If you're the US and you're getting the Marcos administration - of all governments - to push back on sovereignty, you've really overplayed your hand.
What is the "Pax Silica" initiative? In a nutshell it's about the US getting other countries to commit to restructuring their AI tech infrastructure around a US-led stack. It's basically vendor lock-in: you hand over your critical minerals, align your export controls with Washington's, regulate AI the way America wants, and in return you get to be a US "trusted partner," whatever that means these days.
In essence, let's not kid ourselves, it's all about China: this is the US's initiative to "win the AI race" by getting other countries to contractually commit to keeping China out of their tech supply chains. When you can't preserve your lead through innovation, you seek to lock countries in contractually.
For instance as a country, this would mean telling Huawei they can't sell you AI chips, and telling Chinese firms they can't invest in your data centers - even if they're better and cheaper. It's not about choosing the best technology, it's about choosing the right flag.
But in this instance, the US went much further still: they literally tried to carve out 4,000 acres of Philippine territory (in New Clark City, 60 miles north of Manila) to be governed under US common law with diplomatic immunity - the first arrangement of its kind anywhere in the modern world.
This is according to the WSJ who ran the story last month (https://t.co/kydhIQfo2A) as if it was a done deal (it wasn't).
Heard about the "French concession" or "British concession" in China during the century of humiliation? Same thing: the US basically asked for an "American concession" in the Philippines.
Unsurprisingly, there was quite a bit of backlash in the country with for instance the Peasant Movement of the Philippines (KMP) calling it a “massive sellout” of the country’s land, minerals, and sovereignty (https://t.co/nkXSajH2Q7).
So much so that the Philippines' government - namely Joshua Bingcang, president and chief executive of the Bases Conversion and Development Authority (BCDA) - issued a statement saying that the Philippines had rejected US proposals that would place the project beyond local jurisdiction (https://t.co/ZmNWJB03eH).
Note, by the way, this delicious irony: the BCDA is the government agency that was created in 1992 specifically to convert former US military bases at Clark and Subic Bay after the Philippines spent decades negotiating their closure. New Clark City - where the Pax Silica's hub would go - is built on the old Clark Air Base.
So the agency whose entire reason for existing is to turn former American colonial territory (i.e. US military bases) into sovereign Philippine land is the one now being asked to hand part of that very same land back under US jurisdiction (and, apparently, declined).

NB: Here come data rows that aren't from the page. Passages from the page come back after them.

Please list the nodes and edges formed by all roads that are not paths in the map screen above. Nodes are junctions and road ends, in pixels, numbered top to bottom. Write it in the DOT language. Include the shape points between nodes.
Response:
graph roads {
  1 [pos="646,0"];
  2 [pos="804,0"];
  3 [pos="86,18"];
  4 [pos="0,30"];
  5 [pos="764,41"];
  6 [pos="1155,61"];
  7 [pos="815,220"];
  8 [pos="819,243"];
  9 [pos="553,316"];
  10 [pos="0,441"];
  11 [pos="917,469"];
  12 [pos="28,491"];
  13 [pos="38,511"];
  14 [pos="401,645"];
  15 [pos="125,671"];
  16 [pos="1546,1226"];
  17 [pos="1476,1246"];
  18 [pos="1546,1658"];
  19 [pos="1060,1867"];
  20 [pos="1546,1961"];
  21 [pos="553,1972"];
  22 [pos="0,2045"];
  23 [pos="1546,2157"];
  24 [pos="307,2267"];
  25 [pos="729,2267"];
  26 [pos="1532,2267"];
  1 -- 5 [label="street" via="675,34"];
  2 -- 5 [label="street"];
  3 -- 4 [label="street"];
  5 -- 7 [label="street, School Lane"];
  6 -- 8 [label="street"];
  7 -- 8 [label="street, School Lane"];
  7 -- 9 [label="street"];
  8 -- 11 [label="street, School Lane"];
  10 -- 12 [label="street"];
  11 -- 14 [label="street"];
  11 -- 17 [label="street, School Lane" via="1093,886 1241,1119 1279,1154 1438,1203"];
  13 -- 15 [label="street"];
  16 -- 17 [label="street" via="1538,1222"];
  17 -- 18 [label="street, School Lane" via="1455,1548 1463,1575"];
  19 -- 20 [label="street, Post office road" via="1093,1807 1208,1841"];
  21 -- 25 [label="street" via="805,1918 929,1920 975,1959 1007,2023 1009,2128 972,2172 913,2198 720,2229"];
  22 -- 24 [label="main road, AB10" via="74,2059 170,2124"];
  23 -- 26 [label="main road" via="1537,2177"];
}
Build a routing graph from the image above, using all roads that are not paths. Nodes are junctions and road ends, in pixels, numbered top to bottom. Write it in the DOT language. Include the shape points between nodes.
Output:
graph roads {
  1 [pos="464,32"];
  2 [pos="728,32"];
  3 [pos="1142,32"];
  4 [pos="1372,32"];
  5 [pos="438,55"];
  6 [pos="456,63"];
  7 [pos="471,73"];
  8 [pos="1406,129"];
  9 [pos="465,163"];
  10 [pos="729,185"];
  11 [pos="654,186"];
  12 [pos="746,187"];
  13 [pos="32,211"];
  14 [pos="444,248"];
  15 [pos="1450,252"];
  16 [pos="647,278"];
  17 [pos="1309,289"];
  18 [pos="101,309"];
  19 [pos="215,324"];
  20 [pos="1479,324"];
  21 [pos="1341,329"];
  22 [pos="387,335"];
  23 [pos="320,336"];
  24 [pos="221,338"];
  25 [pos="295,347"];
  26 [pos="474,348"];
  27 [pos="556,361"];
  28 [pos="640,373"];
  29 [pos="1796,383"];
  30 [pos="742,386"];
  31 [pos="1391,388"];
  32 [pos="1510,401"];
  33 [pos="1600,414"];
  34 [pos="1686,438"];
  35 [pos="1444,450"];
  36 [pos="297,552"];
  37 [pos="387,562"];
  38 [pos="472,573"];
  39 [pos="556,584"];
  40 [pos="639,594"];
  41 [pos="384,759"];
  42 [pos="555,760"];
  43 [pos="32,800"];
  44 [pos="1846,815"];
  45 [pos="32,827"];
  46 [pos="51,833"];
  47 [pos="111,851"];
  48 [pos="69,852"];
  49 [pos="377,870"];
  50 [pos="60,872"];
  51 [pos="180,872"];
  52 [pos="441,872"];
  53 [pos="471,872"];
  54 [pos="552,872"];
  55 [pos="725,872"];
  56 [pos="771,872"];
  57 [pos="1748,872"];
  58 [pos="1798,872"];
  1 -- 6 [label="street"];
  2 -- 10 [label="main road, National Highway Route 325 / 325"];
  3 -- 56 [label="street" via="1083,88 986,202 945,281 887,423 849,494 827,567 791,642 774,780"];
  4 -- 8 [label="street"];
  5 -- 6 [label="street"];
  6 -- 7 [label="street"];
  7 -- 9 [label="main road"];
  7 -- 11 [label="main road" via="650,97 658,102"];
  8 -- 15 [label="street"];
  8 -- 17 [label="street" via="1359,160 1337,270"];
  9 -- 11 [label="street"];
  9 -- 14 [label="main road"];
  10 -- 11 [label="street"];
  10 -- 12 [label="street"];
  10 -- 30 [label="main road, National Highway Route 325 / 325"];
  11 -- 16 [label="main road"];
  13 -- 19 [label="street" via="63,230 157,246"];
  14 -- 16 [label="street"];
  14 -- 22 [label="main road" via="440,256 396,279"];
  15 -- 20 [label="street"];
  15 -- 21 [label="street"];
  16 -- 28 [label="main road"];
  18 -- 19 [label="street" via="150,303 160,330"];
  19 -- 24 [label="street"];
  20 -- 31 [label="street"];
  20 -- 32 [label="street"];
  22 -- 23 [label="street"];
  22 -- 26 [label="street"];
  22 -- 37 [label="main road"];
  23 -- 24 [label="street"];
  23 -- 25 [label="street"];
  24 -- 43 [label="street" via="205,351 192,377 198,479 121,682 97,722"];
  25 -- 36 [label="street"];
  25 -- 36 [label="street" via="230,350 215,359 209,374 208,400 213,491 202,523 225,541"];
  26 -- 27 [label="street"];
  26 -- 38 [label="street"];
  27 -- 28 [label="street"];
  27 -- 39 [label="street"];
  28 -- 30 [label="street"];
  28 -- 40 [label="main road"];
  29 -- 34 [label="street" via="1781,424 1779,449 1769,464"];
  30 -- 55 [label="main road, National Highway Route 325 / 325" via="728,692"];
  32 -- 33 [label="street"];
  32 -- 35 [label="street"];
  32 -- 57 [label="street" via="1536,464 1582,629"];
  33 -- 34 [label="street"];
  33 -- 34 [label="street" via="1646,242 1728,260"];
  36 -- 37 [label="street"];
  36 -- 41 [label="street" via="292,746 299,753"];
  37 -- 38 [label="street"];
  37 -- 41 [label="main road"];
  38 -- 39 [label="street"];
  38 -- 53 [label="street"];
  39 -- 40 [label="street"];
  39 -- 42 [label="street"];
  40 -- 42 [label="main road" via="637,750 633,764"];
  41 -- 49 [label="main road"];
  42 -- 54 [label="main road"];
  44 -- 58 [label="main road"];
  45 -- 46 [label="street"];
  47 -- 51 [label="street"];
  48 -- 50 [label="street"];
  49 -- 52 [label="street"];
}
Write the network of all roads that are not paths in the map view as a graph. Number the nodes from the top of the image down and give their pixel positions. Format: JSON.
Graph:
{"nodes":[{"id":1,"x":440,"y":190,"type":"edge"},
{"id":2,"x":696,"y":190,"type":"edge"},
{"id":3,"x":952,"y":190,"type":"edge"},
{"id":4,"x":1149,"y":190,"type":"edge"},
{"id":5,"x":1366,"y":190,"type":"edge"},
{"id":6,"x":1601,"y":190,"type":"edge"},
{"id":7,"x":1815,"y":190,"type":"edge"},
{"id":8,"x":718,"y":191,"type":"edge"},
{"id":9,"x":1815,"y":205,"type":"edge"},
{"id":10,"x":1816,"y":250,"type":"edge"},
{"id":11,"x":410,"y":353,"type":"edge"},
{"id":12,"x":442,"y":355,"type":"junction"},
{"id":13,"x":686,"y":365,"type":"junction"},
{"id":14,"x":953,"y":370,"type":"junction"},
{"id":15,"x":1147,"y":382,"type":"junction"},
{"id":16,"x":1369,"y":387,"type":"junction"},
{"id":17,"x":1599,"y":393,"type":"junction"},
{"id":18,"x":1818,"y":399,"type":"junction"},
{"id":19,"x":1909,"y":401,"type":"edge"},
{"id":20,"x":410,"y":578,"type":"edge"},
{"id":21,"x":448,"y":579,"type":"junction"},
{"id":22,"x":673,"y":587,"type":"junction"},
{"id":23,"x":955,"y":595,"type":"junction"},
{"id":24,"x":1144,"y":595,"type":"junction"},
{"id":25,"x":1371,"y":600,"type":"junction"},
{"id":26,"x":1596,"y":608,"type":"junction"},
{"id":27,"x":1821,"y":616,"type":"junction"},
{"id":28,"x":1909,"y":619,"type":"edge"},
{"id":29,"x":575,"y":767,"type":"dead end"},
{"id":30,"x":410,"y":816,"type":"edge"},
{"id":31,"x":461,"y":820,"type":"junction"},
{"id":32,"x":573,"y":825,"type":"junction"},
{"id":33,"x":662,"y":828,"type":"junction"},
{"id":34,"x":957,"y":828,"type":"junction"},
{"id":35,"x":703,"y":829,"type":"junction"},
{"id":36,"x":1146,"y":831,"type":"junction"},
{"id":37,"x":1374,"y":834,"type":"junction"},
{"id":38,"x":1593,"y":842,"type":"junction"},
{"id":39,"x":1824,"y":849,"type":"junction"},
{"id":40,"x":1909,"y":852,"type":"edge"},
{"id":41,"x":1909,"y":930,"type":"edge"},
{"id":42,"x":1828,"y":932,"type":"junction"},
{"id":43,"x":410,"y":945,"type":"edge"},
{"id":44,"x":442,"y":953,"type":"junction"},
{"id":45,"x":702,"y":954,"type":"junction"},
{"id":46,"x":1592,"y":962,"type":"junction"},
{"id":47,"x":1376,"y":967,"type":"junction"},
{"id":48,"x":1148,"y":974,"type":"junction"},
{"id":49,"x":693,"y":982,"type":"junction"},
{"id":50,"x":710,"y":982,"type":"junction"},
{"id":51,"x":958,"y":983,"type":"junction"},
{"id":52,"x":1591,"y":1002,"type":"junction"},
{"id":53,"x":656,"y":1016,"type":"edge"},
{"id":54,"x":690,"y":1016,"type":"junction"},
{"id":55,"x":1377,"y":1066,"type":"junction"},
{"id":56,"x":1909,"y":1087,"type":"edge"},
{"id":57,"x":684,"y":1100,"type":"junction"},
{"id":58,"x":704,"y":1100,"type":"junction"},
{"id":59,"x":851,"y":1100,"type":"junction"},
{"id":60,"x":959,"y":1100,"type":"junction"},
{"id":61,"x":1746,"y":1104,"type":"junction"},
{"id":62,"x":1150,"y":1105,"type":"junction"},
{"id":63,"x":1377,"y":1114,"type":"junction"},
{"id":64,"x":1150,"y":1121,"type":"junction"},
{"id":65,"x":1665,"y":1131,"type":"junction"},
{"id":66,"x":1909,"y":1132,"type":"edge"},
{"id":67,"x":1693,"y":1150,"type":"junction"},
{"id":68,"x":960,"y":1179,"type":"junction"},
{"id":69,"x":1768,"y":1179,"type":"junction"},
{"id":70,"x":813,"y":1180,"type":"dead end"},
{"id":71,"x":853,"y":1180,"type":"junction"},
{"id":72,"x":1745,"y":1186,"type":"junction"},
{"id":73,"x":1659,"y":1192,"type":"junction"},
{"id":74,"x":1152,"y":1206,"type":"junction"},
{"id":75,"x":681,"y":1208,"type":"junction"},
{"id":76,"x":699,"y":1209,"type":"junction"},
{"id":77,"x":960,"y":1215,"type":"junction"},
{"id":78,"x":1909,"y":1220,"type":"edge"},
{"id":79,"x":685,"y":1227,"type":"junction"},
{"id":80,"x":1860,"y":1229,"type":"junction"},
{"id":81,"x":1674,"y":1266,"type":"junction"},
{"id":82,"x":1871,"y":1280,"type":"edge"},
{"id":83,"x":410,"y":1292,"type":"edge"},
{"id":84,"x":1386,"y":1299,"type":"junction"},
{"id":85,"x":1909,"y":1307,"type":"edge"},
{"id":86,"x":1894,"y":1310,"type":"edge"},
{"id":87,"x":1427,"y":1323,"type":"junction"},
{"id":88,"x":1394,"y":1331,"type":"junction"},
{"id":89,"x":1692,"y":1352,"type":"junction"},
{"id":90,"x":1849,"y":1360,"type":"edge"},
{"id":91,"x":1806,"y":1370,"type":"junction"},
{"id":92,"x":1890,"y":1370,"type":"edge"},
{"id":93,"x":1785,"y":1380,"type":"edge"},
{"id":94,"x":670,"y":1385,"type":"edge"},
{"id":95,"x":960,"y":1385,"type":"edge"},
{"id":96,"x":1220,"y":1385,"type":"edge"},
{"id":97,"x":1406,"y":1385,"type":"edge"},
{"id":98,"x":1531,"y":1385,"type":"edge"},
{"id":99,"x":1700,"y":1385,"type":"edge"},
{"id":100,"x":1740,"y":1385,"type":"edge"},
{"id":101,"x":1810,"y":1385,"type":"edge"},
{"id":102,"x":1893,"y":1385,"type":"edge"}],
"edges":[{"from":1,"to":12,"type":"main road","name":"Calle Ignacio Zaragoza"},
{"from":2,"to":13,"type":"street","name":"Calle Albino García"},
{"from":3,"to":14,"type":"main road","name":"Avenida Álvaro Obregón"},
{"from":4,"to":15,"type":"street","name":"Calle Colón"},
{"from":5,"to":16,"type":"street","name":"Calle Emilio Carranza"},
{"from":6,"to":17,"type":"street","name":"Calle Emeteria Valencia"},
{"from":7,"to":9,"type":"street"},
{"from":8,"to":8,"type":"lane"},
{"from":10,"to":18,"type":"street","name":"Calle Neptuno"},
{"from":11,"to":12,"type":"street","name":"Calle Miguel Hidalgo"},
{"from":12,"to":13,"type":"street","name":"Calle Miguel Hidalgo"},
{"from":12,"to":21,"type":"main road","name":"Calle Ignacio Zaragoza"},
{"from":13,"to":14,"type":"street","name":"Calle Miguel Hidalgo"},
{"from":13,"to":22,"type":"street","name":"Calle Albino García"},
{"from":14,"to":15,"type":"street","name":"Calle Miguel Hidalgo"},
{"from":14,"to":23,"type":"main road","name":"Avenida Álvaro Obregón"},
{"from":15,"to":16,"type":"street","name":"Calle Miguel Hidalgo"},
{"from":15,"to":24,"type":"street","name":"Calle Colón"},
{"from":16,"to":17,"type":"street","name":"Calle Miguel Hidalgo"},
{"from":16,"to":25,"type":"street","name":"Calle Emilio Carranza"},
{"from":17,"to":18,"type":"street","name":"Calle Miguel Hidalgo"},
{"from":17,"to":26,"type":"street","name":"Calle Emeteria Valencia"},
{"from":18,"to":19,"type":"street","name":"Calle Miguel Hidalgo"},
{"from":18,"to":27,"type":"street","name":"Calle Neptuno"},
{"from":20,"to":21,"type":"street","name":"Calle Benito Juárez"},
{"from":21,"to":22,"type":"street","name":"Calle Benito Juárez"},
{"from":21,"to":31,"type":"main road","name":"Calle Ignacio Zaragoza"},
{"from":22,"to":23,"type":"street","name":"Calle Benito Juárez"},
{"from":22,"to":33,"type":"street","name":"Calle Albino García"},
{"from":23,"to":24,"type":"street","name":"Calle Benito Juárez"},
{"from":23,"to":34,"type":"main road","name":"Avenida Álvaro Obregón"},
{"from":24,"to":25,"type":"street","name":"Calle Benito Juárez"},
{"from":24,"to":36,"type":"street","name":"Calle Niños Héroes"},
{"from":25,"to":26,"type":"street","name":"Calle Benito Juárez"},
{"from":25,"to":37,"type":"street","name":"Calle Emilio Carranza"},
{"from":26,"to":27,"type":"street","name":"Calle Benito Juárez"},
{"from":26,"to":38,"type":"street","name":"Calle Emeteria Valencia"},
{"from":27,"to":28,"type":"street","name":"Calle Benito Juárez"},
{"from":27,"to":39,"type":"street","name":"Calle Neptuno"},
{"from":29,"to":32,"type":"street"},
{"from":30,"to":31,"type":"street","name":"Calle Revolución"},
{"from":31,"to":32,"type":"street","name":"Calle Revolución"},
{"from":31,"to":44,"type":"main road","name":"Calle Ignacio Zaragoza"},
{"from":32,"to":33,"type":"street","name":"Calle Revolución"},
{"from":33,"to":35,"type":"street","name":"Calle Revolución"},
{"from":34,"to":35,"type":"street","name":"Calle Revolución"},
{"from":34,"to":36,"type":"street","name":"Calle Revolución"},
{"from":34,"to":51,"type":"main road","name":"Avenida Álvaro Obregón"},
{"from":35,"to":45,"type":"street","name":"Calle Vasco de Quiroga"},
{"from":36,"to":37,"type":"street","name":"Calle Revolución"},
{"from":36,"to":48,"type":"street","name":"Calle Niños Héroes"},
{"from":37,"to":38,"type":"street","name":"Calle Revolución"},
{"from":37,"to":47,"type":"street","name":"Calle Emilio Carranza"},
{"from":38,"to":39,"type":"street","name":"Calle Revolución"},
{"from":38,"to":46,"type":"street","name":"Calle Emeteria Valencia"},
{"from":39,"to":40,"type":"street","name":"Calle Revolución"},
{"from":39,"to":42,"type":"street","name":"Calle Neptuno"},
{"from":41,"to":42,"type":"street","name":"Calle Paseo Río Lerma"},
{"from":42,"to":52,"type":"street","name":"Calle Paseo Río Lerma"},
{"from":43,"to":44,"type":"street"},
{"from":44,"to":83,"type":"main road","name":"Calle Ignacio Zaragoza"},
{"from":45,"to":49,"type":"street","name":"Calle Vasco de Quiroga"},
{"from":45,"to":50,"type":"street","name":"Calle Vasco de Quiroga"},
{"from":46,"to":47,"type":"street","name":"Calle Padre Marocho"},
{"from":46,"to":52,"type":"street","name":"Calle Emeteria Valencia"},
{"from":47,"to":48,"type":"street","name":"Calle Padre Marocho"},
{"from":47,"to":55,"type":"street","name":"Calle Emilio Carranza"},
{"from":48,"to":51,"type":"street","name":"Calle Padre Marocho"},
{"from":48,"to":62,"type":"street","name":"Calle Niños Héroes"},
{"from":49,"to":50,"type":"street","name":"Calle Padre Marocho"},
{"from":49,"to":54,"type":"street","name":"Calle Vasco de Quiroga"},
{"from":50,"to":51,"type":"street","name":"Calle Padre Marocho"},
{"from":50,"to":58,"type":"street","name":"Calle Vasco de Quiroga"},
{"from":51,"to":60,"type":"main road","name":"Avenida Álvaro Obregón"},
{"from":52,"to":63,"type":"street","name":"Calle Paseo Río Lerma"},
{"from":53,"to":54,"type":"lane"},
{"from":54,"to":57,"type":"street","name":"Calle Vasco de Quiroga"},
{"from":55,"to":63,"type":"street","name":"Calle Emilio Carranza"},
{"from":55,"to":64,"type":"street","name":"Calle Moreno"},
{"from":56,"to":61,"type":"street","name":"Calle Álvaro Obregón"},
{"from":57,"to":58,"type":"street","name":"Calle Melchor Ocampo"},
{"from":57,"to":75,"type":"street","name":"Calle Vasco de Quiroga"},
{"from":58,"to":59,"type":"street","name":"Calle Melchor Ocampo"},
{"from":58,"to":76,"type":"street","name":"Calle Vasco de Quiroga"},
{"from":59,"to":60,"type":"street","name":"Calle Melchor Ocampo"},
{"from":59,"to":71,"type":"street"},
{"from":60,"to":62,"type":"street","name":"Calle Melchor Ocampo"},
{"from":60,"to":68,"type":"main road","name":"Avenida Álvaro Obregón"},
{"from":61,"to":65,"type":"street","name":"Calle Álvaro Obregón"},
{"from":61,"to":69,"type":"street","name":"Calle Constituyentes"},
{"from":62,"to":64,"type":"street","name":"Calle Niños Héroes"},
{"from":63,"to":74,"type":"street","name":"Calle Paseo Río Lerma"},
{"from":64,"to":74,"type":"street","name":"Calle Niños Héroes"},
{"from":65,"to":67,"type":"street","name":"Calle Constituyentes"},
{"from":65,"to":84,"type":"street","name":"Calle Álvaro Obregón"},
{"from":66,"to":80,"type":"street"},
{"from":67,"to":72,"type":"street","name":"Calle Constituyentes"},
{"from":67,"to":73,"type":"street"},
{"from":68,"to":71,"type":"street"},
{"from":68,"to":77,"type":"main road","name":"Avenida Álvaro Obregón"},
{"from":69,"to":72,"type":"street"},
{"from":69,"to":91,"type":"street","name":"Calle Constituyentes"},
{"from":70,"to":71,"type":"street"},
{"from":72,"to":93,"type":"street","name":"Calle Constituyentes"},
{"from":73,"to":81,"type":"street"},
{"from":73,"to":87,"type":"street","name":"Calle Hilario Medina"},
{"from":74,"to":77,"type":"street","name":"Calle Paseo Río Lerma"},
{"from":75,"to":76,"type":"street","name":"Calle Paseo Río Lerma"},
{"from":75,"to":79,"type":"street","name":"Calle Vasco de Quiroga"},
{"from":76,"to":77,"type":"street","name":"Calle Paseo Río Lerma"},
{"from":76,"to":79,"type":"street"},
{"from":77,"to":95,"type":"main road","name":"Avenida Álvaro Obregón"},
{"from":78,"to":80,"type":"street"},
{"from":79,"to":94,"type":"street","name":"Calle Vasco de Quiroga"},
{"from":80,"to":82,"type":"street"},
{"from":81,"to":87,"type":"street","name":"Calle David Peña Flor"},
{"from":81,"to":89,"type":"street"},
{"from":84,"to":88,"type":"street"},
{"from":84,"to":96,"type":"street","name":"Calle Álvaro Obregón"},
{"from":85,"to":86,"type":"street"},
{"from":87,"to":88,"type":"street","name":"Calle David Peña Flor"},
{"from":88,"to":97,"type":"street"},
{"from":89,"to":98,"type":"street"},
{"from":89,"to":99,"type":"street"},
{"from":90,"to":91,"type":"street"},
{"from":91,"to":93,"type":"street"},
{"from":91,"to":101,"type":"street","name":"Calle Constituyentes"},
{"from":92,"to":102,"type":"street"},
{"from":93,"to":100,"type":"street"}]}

Of course though, blocking this specific jurisdiction grab doesn't change the bigger picture. The Philippines is still a Pax Silica signatory, and Pax Silica itself is structurally neocolonial: you supply the cheap labor and raw materials, align your export controls and regulations with Washington's, cut yourself off from the world's rising technological powerhouse - and in exchange you get assembly jobs and the privilege of getting a pat on the head and being called a "trusted partner."
They dropped the most cartoonishly colonial demand - governing Philippine soil under US law - but the underlying architecture is the same: you serve America's supply chain, on America's terms, and you relinquish your sovereign right to trade with whoever offers the best deal.